Jimmy Schmidt

Personal information
- Full name: Jimmy Nicolás Schmidt Vallejo
- Date of birth: 15 December 1981 (age 44)
- Place of birth: Montevideo, Uruguay
- Height: 1.92 m (6 ft 4 in)
- Position: Goalkeeper

Senior career*
- Years: Team / Apps / (Gls)
- 1999–2002: Nacional / 5 / (0)
- 2003: Villa Española / 6 / (0)
- 2003–2005: Plaza Colonia / 20 / (0)
- 2004: → Mons (loan) / 3 / (0)
- 2005: → Rampla Juniors (loan) / 16 / (0)
- 2006: Hércules / 4 / (0)
- 2007–2009: Central Español / 19 / (0)
- 2009–2010: Sport Ancash / 36 / (0)
- 2011: Cobresol / 13 / (0)
- 2012–2013: Envigado / 17 / (0)

International career
- 2001: Uruguay U20 / 3 / (0)

= Jimmy Schmidt =

Uruguayan footballer (born 1981)

Jimmy Nicolás Schmidt Vallejo (born 15 December 1981) is a Uruguayan former footballer who played as a goalkeeper. He is the youngest debutant goalkeeper in the history of Club Nacional de Football with 17 years.

==Career==
Schmidt, nicknamed "Bebote", emerged from Nacional youth system programme, made his unexpected debut aged 17 in 1999 in the First Division.

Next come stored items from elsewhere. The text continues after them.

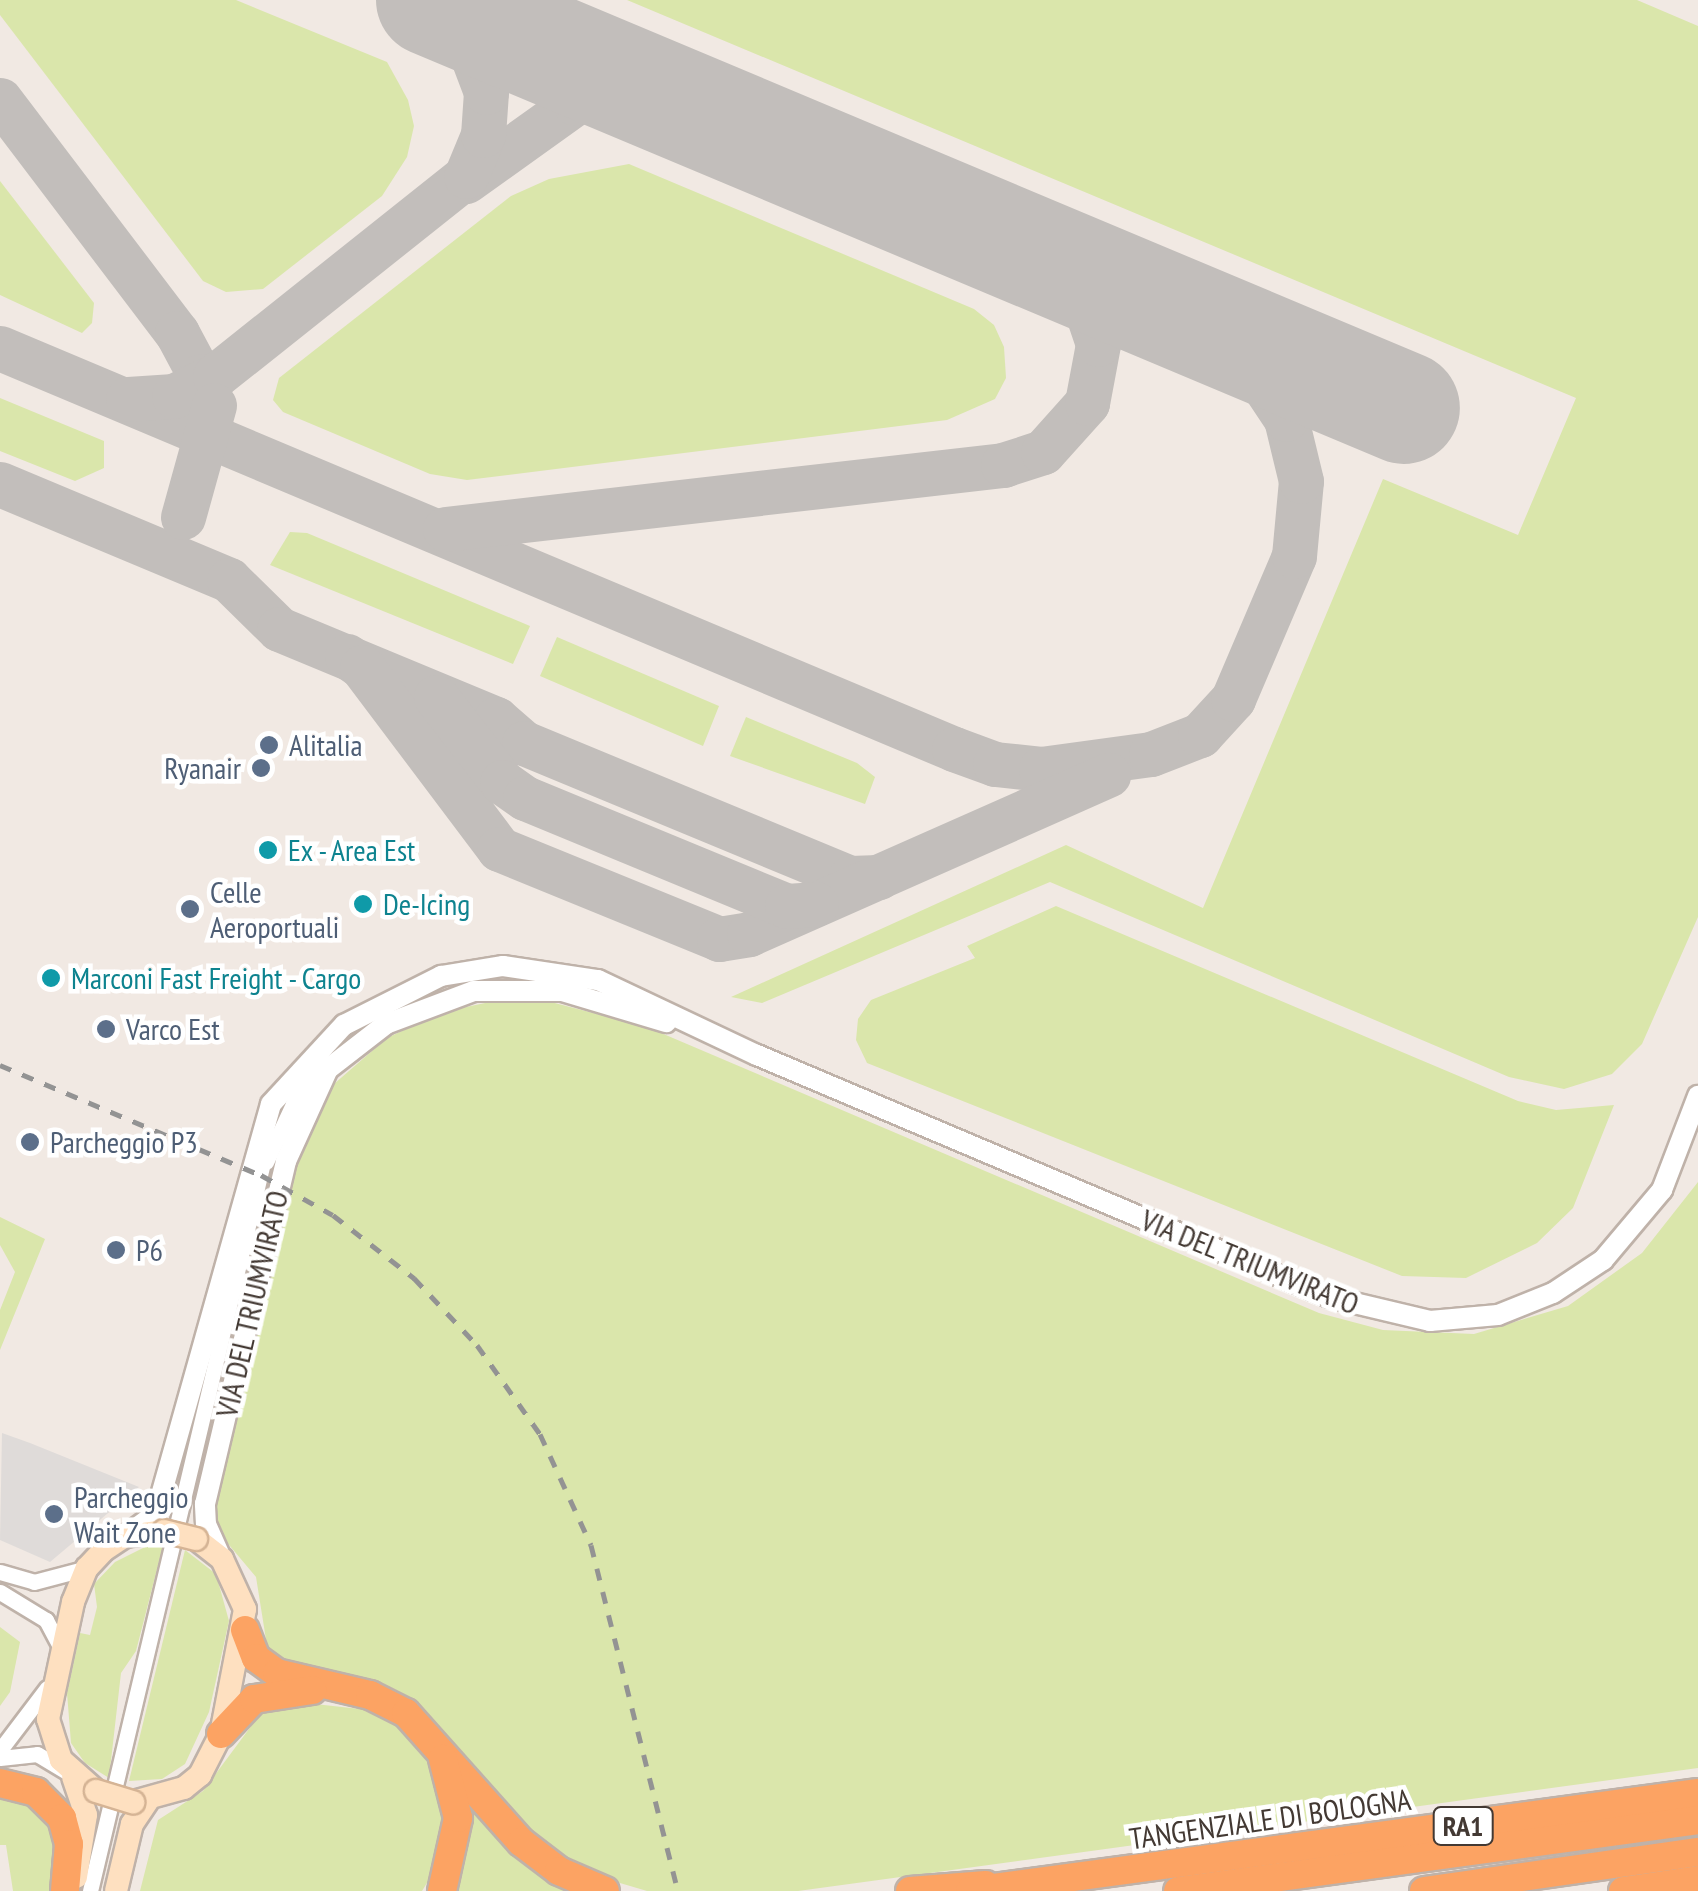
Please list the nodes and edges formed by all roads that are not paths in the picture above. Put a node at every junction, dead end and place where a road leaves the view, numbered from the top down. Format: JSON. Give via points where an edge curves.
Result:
{"nodes":[{"id":1,"x":724,"y":1040,"type":"junction"},
{"id":2,"x":338,"y":1056,"type":"junction"},
{"id":3,"x":296,"y":1072,"type":"junction"},
{"id":4,"x":1698,"y":1096,"type":"edge"},
{"id":5,"x":263,"y":1170,"type":"junction"},
{"id":6,"x":125,"y":1536,"type":"junction"},
{"id":7,"x":222,"y":1559,"type":"junction"},
{"id":8,"x":86,"y":1568,"type":"junction"},
{"id":9,"x":0,"y":1572,"type":"edge"},
{"id":10,"x":0,"y":1592,"type":"edge"},
{"id":11,"x":245,"y":1630,"type":"junction"},
{"id":12,"x":58,"y":1660,"type":"junction"},
{"id":13,"x":357,"y":1692,"type":"junction"},
{"id":14,"x":221,"y":1734,"type":"junction"},
{"id":15,"x":438,"y":1744,"type":"junction"},
{"id":16,"x":0,"y":1750,"type":"edge"},
{"id":17,"x":0,"y":1758,"type":"edge"},
{"id":18,"x":72,"y":1774,"type":"junction"},
{"id":19,"x":0,"y":1782,"type":"edge"},
{"id":20,"x":1698,"y":1793,"type":"edge"},
{"id":21,"x":140,"y":1802,"type":"junction"},
{"id":22,"x":1698,"y":1820,"type":"edge"},
{"id":23,"x":1698,"y":1852,"type":"edge"},
{"id":24,"x":1698,"y":1880,"type":"edge"},
{"id":25,"x":1047,"y":1881,"type":"junction"},
{"id":26,"x":1190,"y":1890,"type":"edge"},
{"id":27,"x":65,"y":1891,"type":"edge"},
{"id":28,"x":73,"y":1891,"type":"edge"},
{"id":29,"x":90,"y":1891,"type":"edge"},
{"id":30,"x":116,"y":1891,"type":"edge"},
{"id":31,"x":442,"y":1891,"type":"edge"},
{"id":32,"x":605,"y":1891,"type":"edge"},
{"id":33,"x":910,"y":1891,"type":"edge"},
{"id":34,"x":970,"y":1891,"type":"edge"},
{"id":35,"x":1424,"y":1891,"type":"edge"},
{"id":36,"x":1623,"y":1891,"type":"edge"}],
"edges":[{"from":1,"to":2,"type":"street","name":"VIA DEL TRIUMVIRATO","via":[[572,994],[506,989],[419,1007]]},
{"from":1,"to":3,"type":"street","name":"VIA DEL TRIUMVIRATO","via":[[598,980],[503,966],[441,976],[395,996],[344,1025]]},
{"from":1,"to":4,"type":"street","name":"VIA DEL TRIUMVIRATO","via":[[1329,1297],[1430,1321],[1498,1315],[1553,1293],[1602,1260],[1662,1190]]},
{"from":2,"to":5,"type":"street","name":"VIA DEL TRIUMVIRATO","via":[[293,1104]]},
{"from":2,"to":7,"type":"street","name":"VIA DEL TRIUMVIRATO","via":[[304,1109],[286,1161],[220,1437],[205,1504],[206,1525]]},
{"from":3,"to":5,"type":"street","name":"VIA DEL TRIUMVIRATO","via":[[271,1128]]},
{"from":3,"to":6,"type":"street","name":"VIA DEL TRIUMVIRATO","via":[[259,1130],[160,1498],[144,1526]]},
{"from":5,"to":29,"type":"street","name":"VIA DEL TRIUMVIRATO"},
{"from":6,"to":7,"type":"main road","name":"VIA DEL TRIUMVIRATO","bridge":true,"via":[[164,1530],[196,1540]]},
{"from":6,"to":8,"type":"main road","name":"VIA DEL TRIUMVIRATO"},
{"from":7,"to":11,"type":"main road","name":"VIA DEL TRIUMVIRATO","via":[[242,1592]]},
{"from":8,"to":9,"type":"street","name":"VIA DEL TRIUMVIRATO","via":[[34,1582]]},
{"from":8,"to":12,"type":"main road"},
{"from":10,"to":12,"type":"street","via":[[46,1620]]},
{"from":11,"to":13,"type":"highway","via":[[256,1658],[277,1672]]},
{"from":11,"to":14,"type":"main road","name":"VIA DEL TRIUMVIRATO"},
{"from":12,"to":16,"type":"street","via":[[31,1716]]},
{"from":12,"to":18,"type":"main road","via":[[50,1732]]},
{"from":13,"to":14,"type":"highway","via":[[270,1693],[242,1706]]},
{"from":13,"to":15,"type":"highway","via":[[406,1713]]},
{"from":14,"to":21,"type":"main road","name":"VIA DEL TRIUMVIRATO","via":[[200,1775]]},
{"from":15,"to":31,"type":"highway","via":[[458,1818]]},
{"from":15,"to":32,"type":"highway","via":[[520,1842],[559,1871]]},
{"from":17,"to":18,"type":"street","via":[[38,1754]]},
{"from":18,"to":21,"type":"main road","bridge":true,"via":[[96,1791]]},
{"from":18,"to":28,"type":"main road","via":[[86,1815]]},
{"from":19,"to":27,"type":"highway","via":[[36,1792],[62,1818],[69,1844]]},
{"from":20,"to":25,"type":"highway","name":"TANGENZIALE DI BOLOGNA","number":"RA1"},
{"from":21,"to":30,"type":"main road"},
{"from":22,"to":26,"type":"highway"},
{"from":23,"to":35,"type":"highway"},
{"from":24,"to":36,"type":"highway"},
{"from":25,"to":33,"type":"highway"},
{"from":25,"to":34,"type":"highway","name":"TANGENZIALE DI BOLOGNA","number":"RA1"}]}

Later in Nacional he had no chance in the first team, so in 2003 he went to Villa Española.

In mid-2003, he signed a new deal with Plaza Colonia where he was used as a first choice goalkeeper. In August 2004, he went on loan to Belgian side R.A.E.C. Mons. But in 2005, he returned to Plaza Colonia and later he was taken to Rampla Juniors by Gustavo Matosas.

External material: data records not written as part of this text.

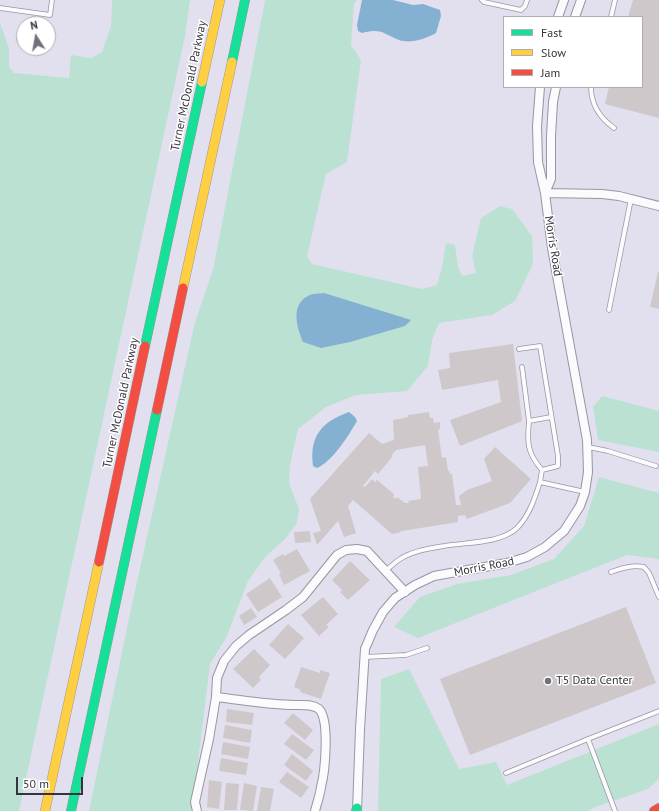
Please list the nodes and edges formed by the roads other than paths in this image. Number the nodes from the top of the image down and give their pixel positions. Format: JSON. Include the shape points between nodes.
{"nodes":[{"id":1,"x":52,"y":0,"type":"edge"},
{"id":2,"x":220,"y":0,"type":"edge"},
{"id":3,"x":246,"y":0,"type":"edge"},
{"id":4,"x":482,"y":0,"type":"edge"},
{"id":5,"x":527,"y":0,"type":"edge"},
{"id":6,"x":564,"y":0,"type":"edge"},
{"id":7,"x":581,"y":0,"type":"edge"},
{"id":8,"x":615,"y":0,"type":"edge"},
{"id":9,"x":0,"y":8,"type":"edge"},
{"id":10,"x":558,"y":16,"type":"edge"},
{"id":11,"x":575,"y":16,"type":"edge"},
{"id":12,"x":611,"y":16,"type":"edge"},
{"id":13,"x":540,"y":88,"type":"edge"},
{"id":14,"x":556,"y":88,"type":"edge"},
{"id":15,"x":591,"y":88,"type":"edge"},
{"id":16,"x":614,"y":128,"type":"dead end"},
{"id":17,"x":545,"y":193,"type":"junction"},
{"id":18,"x":631,"y":199,"type":"junction"},
{"id":19,"x":659,"y":206,"type":"edge"},
{"id":20,"x":610,"y":310,"type":"dead end"},
{"id":21,"x":519,"y":349,"type":"dead end"},
{"id":22,"x":522,"y":367,"type":"dead end"},
{"id":23,"x":551,"y":417,"type":"junction"},
{"id":24,"x":530,"y":421,"type":"junction"},
{"id":25,"x":588,"y":447,"type":"junction"},
{"id":26,"x":656,"y":466,"type":"dead end"},
{"id":27,"x":542,"y":470,"type":"junction"},
{"id":28,"x":540,"y":482,"type":"junction"},
{"id":29,"x":585,"y":492,"type":"junction"},
{"id":30,"x":386,"y":570,"type":"junction"},
{"id":31,"x":611,"y":572,"type":"dead end"},
{"id":32,"x":405,"y":592,"type":"junction"},
{"id":33,"x":659,"y":597,"type":"edge"},
{"id":34,"x":427,"y":648,"type":"dead end"},
{"id":35,"x":365,"y":657,"type":"junction"},
{"id":36,"x":216,"y":697,"type":"junction"},
{"id":37,"x":659,"y":711,"type":"edge"},
{"id":38,"x":588,"y":739,"type":"junction"},
{"id":39,"x":506,"y":773,"type":"dead end"},
{"id":40,"x":659,"y":808,"type":"edge"},
{"id":41,"x":357,"y":810,"type":"edge"},
{"id":42,"x":45,"y":811,"type":"edge"},
{"id":43,"x":71,"y":811,"type":"edge"},
{"id":44,"x":197,"y":811,"type":"edge"},
{"id":45,"x":316,"y":811,"type":"edge"},
{"id":46,"x":615,"y":811,"type":"edge"},
{"id":47,"x":654,"y":811,"type":"edge"}],
"edges":[{"from":1,"to":9,"type":"lane","via":[[50,14]]},
{"from":2,"to":42,"type":"main road","name":"Turner McDonald Parkway"},
{"from":3,"to":43,"type":"main road"},
{"from":4,"to":5,"type":"lane","via":[[521,10],[526,6]]},
{"from":6,"to":10,"type":"street"},
{"from":7,"to":11,"type":"street"},
{"from":8,"to":12,"type":"lane"},
{"from":13,"to":17,"type":"street","name":"Morris Road","via":[[538,162]]},
{"from":14,"to":17,"type":"street","name":"Morris Road","via":[[551,136],[551,179]]},
{"from":15,"to":16,"type":"lane","via":[[593,103],[608,124]]},
{"from":17,"to":18,"type":"street","via":[[602,194]]},
{"from":17,"to":25,"type":"street","name":"Morris Road","via":[[552,248]]},
{"from":18,"to":19,"type":"street"},
{"from":18,"to":20,"type":"lane"},
{"from":21,"to":23,"type":"lane","via":[[540,346]]},
{"from":22,"to":24,"type":"lane"},
{"from":23,"to":24,"type":"lane"},
{"from":23,"to":27,"type":"lane","via":[[558,466]]},
{"from":24,"to":27,"type":"lane","via":[[528,437],[532,456]]},
{"from":25,"to":26,"type":"lane"},
{"from":25,"to":29,"type":"street","name":"Morris Road"},
{"from":27,"to":28,"type":"lane"},
{"from":28,"to":29,"type":"lane"},
{"from":28,"to":30,"type":"lane","via":[[526,518],[516,529],[504,536],[419,552],[402,558]]},
{"from":29,"to":32,"type":"street","name":"Morris Road","via":[[580,506],[564,531],[545,547],[527,557],[507,563],[434,576]]},
{"from":30,"to":32,"type":"street"},
{"from":30,"to":36,"type":"street","via":[[367,551],[346,550],[337,555],[303,597],[236,646],[224,661],[217,678]]},
{"from":31,"to":33,"type":"lane","via":[[637,565],[644,567]]},
{"from":32,"to":35,"type":"street","name":"Morris Road","via":[[395,598],[383,612],[365,649]]},
{"from":34,"to":35,"type":"lane","via":[[406,655]]},
{"from":35,"to":41,"type":"street","name":"Morris Road"},
{"from":36,"to":44,"type":"street","via":[[195,802]]},
{"from":36,"to":45,"type":"street","via":[[309,705],[318,708],[323,716],[326,748],[323,780]]},
{"from":37,"to":38,"type":"lane"},
{"from":38,"to":39,"type":"lane"},
{"from":38,"to":46,"type":"lane"},
{"from":40,"to":47,"type":"main road"}]}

In January 2006, he emigrated again to Europe, but now to play for Hércules CF. He signed a five-year contract, but soon after in mid-2006 he was condemned to rescind his contract.

In early 2007, he returned to his homeland to play for Central Español playing again in the Uruguayan Top Division.

During 2009, he played for Peruvian side Sport Ancash, where his team finished 15th in the aggregate table and was though, relegated to the Peruvian Segunda División.

On 23 January 2011, Schmidt signed a two-year contract with the Peruvian team Cobresol FBC.

In January 2012, he signed a new deal with Colombian side Envigado.